Search code examples
pythonhuggingface-datasets

type error while creating custom dataset using huggingface dataset


To generate custom dataset

from datasets import Dataset,ClassLabel,Value

features = ({
  "sentence1": Value("string"),  # String type for sentence1
  "sentence2": Value("string"),  # String type for sentence2
  "label": ClassLabel(names=["not_equivalent", "equivalent"]),  # ClassLabel definition
  "idx": Value("int32"),
})
custom_dataset = Dataset.from_dict(train_pairs)
custom_dataset = custom_dataset.cast(features)
custom_dataset

My train_pairs looks like below train_pairs - sample

{'sentence1': "that 's far too tragic to merit such superficial treatment ", 
'sentence2': "that 's far too tragic to merit such superficial treatment ", 
**'label': <ClassLabel.not_equivalent: 0>**, 
'idx': 5}

/usr/local/lib/python3.10/dist-packages/pyarrow/lib.cpython-310-x86_64-linux-gnu.so in string.from_py.__pyx_convert_string_from_py_std__in_string()

**TypeError**: expected bytes, int found
So I changed label to integer

{'sentence1': "that 's far too tragic to merit such superficial treatment ", 
'sentence2': "that 's far too tragic to merit such superficial treatment ", 
**'label': 0**, 
'idx': 5}

/usr/local/lib/python3.10/dist-packages/pyarrow/lib.cpython-310-x86_64-linux-gnu.so in string.from_py.__pyx_convert_string_from_py_std__in_string()

**TypeError**: expected bytes, int found

I am trying to model my dataset as below. (data sample + feature info)

enter image description here


Solution

  • ClassLabel can directly read integers, so no need to try and pre-process it into a specific format which it seems like maybe you tried? (<ClassLabel.not_equivalent: 0>)

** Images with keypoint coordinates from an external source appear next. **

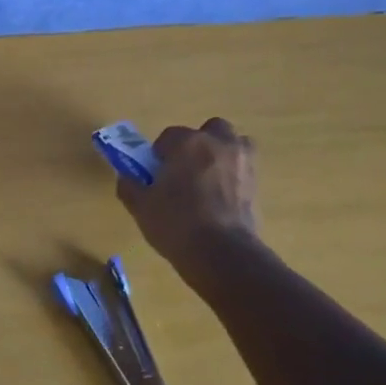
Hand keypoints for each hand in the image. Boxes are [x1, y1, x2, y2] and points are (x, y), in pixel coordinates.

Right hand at [115, 118, 259, 270]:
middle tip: (185, 168)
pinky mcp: (258, 185)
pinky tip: (221, 198)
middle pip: (210, 130)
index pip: (169, 136)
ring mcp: (243, 163)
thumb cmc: (176, 223)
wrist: (222, 254)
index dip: (160, 154)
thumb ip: (130, 186)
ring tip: (209, 179)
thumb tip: (127, 178)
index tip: (156, 173)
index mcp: (187, 143)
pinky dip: (234, 176)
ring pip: (235, 144)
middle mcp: (218, 144)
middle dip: (199, 143)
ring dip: (223, 154)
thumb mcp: (141, 207)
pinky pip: (245, 170)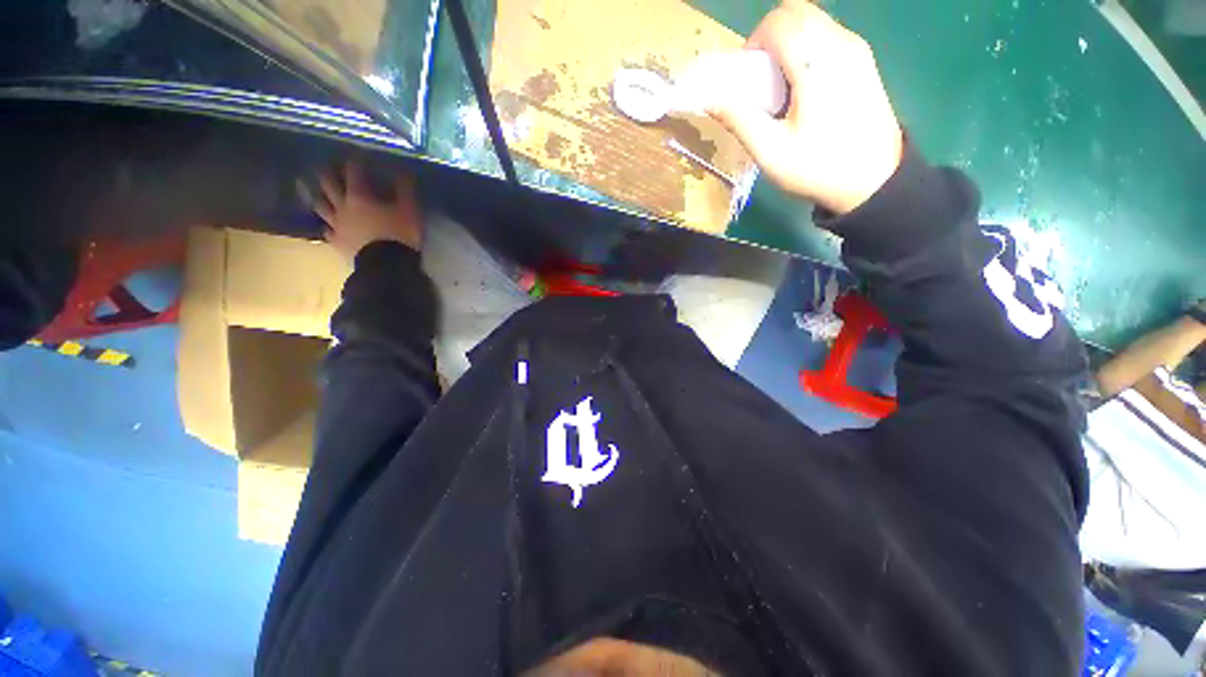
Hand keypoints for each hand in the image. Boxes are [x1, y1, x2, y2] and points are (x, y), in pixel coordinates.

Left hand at [315, 160, 422, 257]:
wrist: (387, 265)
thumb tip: (403, 171)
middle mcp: (343, 206)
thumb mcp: (409, 211)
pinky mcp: (338, 243)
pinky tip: (328, 226)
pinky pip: (327, 231)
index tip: (359, 154)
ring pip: (321, 206)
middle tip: (329, 167)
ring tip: (316, 191)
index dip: (356, 161)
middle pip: (328, 184)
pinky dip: (327, 226)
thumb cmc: (399, 235)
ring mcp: (337, 225)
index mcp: (359, 196)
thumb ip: (405, 191)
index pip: (354, 171)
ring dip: (319, 196)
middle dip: (328, 173)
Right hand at [708, 1, 903, 214]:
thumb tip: (710, 100)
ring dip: (788, 43)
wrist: (874, 179)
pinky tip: (804, 88)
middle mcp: (840, 43)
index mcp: (816, 63)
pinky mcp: (863, 59)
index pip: (777, 22)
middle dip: (769, 38)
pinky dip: (806, 49)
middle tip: (763, 81)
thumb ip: (739, 120)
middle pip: (795, 12)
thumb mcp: (770, 152)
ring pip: (812, 20)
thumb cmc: (818, 167)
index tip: (749, 80)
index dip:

    Your features should be defined using the Dataset.Features method

    features = Features({
        "sentence1": Value("string"),  # String type for sentence1
        "sentence2": Value("string"),  # String type for sentence2
        "label": ClassLabel(names=["not_equivalent", "equivalent"]),  # ClassLabel definition
        "idx": Value("int32"),
    })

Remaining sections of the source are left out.